## [Directions]
Say how many lines in the entries hold the word "Turin", and reply with that number only.

## [Excerpted records]
⟨

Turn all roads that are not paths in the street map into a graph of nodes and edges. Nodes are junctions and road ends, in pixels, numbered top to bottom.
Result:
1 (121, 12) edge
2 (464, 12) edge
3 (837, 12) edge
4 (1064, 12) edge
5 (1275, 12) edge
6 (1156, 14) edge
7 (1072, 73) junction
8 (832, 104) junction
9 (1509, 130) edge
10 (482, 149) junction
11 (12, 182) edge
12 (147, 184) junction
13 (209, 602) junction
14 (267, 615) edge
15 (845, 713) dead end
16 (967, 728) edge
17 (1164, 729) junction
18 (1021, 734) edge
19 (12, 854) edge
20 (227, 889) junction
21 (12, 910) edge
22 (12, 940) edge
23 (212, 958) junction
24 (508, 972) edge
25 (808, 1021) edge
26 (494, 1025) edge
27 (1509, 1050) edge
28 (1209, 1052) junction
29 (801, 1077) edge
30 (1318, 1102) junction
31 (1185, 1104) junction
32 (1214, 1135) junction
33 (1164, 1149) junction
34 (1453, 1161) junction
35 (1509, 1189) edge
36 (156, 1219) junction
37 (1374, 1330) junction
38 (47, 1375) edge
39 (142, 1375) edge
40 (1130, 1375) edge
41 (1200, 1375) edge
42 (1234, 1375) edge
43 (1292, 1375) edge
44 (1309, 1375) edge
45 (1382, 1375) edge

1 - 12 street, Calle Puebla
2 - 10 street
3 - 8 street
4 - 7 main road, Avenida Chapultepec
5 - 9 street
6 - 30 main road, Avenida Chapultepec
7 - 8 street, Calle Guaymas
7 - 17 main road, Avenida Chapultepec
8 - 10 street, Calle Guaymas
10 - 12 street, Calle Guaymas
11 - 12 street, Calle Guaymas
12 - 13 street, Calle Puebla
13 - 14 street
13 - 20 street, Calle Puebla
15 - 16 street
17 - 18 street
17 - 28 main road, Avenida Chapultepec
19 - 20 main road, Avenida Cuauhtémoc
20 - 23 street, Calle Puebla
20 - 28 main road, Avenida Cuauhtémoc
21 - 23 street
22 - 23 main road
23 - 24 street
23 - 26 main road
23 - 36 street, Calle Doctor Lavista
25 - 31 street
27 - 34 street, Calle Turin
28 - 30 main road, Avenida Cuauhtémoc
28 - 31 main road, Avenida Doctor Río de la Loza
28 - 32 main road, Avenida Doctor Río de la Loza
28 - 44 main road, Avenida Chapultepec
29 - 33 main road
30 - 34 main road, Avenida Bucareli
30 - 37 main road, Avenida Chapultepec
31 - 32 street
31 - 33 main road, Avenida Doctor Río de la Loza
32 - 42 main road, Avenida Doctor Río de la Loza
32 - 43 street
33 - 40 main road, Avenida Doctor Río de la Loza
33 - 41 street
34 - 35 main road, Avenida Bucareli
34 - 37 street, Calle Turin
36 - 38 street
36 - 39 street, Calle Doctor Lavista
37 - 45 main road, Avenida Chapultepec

⟩

## [Task answer]
2